We have considered the remaining contentions advanced by defendant and deem them to be without merit.

The trial court's order denying defendant's motion to suppress is vacated and that matter is remanded for reconsideration consistent with the views expressed herein. If, after applying the correct standards, the trial court reaffirms its denial of the suppression motion, the judgment of conviction is affirmed subject to further appeal of that redetermination. If the trial court concludes that the suppression motion *38 should be granted, the judgment is reversed, and a new trial is ordered.

NEY, J., concurs.

SMITH, J., dissents.

Judge SMITH dissents.

I respectfully dissent. Here, the trial court expressly found from the evidence that the defendant was free at all times to leave the interview room and concluded that facts were not present to demonstrate that he had been arrested or detained. In my view, this was sufficient.

We must, I believe, presume that the court applied the proper standard. I know of no requirement that the court explain the mental processes it utilized or the weight it gave to various evidentiary facts in arriving at its findings.
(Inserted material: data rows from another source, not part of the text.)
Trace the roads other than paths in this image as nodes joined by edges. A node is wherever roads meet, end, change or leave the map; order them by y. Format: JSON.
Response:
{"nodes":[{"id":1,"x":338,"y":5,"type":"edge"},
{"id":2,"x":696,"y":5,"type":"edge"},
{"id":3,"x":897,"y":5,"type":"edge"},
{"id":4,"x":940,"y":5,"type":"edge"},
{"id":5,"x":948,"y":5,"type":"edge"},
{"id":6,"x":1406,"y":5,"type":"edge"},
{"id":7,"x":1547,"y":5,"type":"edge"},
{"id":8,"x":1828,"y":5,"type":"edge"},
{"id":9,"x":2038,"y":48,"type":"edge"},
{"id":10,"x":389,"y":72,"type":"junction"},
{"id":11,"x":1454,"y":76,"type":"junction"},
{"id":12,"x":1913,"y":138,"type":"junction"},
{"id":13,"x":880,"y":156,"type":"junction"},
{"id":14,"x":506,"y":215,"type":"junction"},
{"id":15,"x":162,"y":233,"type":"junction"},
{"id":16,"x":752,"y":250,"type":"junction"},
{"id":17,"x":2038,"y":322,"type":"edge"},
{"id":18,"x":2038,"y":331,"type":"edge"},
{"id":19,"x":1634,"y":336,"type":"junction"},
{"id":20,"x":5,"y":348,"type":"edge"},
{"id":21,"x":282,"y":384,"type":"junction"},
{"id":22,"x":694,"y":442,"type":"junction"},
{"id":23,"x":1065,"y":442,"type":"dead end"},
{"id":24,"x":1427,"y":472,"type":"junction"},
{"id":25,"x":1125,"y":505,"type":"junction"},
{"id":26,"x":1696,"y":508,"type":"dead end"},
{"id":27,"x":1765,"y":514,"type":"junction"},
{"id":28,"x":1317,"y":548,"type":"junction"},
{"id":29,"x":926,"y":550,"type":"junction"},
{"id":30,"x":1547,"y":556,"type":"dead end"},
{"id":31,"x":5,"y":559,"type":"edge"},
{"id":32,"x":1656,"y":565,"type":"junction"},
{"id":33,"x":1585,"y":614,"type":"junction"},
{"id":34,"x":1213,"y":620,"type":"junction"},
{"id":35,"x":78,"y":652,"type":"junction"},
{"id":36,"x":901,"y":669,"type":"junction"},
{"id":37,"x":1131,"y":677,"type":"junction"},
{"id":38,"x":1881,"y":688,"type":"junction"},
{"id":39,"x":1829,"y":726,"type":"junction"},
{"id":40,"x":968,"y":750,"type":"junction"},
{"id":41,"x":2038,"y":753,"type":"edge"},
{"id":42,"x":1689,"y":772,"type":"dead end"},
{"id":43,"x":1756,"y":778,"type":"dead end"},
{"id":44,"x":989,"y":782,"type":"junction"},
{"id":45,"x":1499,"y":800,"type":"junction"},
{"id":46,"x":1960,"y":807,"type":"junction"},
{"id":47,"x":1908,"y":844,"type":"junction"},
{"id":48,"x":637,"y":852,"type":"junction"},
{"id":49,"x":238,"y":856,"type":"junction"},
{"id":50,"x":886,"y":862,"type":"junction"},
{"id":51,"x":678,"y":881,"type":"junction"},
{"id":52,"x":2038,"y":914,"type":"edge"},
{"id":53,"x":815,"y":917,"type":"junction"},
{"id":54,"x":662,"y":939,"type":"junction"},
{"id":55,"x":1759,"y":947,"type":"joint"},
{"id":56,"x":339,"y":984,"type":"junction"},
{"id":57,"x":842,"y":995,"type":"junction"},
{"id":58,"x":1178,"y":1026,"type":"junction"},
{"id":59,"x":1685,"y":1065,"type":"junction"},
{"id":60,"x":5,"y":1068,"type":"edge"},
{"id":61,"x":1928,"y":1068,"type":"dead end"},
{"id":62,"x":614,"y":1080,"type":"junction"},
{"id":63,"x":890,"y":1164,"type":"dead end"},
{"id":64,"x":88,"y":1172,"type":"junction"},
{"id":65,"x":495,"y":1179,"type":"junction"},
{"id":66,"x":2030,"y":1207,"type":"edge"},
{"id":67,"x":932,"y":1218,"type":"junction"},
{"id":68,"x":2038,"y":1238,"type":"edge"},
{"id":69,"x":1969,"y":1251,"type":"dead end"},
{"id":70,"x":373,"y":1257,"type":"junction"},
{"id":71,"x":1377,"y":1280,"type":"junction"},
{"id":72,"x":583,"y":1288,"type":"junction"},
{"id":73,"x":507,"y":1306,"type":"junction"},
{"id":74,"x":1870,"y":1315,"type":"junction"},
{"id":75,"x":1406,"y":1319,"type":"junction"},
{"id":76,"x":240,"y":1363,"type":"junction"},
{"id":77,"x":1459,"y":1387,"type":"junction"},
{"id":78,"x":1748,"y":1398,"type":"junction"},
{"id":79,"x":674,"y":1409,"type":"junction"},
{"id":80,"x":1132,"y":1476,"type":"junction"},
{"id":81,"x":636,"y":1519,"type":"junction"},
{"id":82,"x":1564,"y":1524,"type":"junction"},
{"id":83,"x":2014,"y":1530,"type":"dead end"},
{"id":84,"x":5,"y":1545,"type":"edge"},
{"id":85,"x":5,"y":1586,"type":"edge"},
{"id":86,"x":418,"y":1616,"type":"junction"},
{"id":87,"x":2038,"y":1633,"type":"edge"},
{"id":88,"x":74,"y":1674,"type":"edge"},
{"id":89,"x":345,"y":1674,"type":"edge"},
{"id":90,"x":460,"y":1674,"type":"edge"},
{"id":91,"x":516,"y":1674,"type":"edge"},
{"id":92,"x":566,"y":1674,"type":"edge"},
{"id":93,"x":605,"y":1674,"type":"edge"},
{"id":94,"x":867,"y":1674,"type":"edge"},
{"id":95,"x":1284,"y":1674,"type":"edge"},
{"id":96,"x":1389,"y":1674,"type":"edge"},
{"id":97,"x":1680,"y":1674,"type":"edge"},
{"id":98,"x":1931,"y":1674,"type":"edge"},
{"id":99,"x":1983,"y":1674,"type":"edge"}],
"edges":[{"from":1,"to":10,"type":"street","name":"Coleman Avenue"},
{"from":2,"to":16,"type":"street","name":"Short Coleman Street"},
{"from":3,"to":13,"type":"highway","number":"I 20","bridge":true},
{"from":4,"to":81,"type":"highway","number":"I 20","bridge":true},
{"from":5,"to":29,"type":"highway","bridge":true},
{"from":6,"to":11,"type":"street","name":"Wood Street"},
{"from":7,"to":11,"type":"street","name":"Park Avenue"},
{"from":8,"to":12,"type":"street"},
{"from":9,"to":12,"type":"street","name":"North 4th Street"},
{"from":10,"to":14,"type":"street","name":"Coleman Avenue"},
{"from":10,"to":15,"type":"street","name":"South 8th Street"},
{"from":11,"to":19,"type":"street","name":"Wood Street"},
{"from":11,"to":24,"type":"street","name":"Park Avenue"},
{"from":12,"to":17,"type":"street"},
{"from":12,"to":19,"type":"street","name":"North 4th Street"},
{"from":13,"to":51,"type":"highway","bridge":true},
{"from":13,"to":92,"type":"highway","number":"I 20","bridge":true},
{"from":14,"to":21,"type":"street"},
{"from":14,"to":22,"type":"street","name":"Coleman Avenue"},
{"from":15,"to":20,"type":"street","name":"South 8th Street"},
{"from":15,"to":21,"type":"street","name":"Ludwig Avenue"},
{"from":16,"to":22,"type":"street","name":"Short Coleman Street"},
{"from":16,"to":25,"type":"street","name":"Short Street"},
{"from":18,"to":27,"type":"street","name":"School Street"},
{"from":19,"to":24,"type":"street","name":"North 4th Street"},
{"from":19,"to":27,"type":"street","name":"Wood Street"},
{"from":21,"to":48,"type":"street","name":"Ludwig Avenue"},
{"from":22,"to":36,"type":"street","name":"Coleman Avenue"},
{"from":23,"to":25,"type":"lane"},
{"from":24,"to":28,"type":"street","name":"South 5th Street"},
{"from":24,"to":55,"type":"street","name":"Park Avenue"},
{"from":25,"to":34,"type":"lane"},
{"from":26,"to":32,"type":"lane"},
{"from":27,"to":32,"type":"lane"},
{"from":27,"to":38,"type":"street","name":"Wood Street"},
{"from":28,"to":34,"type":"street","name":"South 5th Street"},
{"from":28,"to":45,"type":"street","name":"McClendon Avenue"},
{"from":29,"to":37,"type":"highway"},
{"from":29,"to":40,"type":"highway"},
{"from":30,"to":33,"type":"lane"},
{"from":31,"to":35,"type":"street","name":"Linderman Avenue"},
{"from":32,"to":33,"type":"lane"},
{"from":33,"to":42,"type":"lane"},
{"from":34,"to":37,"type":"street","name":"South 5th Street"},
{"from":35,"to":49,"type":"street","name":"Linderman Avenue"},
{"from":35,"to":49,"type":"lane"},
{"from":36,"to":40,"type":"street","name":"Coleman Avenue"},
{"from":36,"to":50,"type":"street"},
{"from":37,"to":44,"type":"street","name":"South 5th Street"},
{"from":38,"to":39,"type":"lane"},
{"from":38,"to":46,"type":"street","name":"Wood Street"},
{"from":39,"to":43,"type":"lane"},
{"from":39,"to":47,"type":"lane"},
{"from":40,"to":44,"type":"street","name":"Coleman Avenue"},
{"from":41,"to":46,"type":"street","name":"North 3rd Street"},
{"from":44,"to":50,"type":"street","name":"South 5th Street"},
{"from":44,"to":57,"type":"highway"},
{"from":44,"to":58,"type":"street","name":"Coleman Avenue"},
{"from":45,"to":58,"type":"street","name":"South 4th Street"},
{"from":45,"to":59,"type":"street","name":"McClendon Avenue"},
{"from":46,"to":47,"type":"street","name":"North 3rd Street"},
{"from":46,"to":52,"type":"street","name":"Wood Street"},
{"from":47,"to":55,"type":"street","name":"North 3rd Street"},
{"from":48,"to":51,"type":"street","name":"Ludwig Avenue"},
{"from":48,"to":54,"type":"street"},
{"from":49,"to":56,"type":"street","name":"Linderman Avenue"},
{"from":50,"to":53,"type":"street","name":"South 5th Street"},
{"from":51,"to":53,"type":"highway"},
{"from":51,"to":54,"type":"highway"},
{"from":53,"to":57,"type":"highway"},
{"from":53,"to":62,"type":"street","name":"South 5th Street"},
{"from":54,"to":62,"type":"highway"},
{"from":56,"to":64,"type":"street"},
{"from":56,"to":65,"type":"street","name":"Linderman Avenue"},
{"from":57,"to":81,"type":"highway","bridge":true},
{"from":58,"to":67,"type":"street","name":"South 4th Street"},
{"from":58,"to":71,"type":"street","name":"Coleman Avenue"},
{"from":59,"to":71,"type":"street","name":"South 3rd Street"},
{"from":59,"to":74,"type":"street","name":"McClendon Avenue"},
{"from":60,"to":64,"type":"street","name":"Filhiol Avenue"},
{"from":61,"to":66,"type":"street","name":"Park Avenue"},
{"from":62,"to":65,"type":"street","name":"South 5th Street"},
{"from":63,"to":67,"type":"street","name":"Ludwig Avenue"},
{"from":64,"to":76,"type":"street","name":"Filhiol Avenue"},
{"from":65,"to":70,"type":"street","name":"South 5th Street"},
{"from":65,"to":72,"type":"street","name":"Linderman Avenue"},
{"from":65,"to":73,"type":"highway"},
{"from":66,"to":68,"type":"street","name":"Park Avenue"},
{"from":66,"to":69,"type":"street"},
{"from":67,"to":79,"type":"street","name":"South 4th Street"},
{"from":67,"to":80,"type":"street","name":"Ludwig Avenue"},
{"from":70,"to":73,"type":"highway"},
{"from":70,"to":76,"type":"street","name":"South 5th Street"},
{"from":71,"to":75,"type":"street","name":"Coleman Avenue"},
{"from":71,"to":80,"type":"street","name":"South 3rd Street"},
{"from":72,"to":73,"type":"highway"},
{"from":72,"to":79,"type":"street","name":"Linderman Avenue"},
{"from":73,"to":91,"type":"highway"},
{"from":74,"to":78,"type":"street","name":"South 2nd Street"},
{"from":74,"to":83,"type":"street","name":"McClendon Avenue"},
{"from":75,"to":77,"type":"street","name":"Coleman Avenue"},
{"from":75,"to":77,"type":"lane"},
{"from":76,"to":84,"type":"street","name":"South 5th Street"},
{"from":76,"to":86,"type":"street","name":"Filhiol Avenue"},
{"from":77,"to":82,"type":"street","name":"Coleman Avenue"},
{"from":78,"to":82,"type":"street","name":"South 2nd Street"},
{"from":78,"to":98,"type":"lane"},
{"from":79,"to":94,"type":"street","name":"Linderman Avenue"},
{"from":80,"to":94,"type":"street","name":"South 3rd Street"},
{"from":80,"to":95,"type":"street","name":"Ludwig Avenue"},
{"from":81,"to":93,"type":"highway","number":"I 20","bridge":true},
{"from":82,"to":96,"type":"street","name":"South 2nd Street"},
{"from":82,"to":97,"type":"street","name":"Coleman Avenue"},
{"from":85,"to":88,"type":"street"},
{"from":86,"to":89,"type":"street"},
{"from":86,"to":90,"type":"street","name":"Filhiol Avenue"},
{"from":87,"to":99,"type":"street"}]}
Nor do I know of any authority for the proposition that the court must specifically cite the legal authorities which it applied to those facts in reaching its legal conclusions.

Further, I am disturbed by the practice of delegating to the trial court the responsibility of reviewing its own prior rulings in determining whether its judgment should be affirmed or reversed. I would affirm.


[*] Smith, J., would Grant Petition of Plaintiff-Appellee.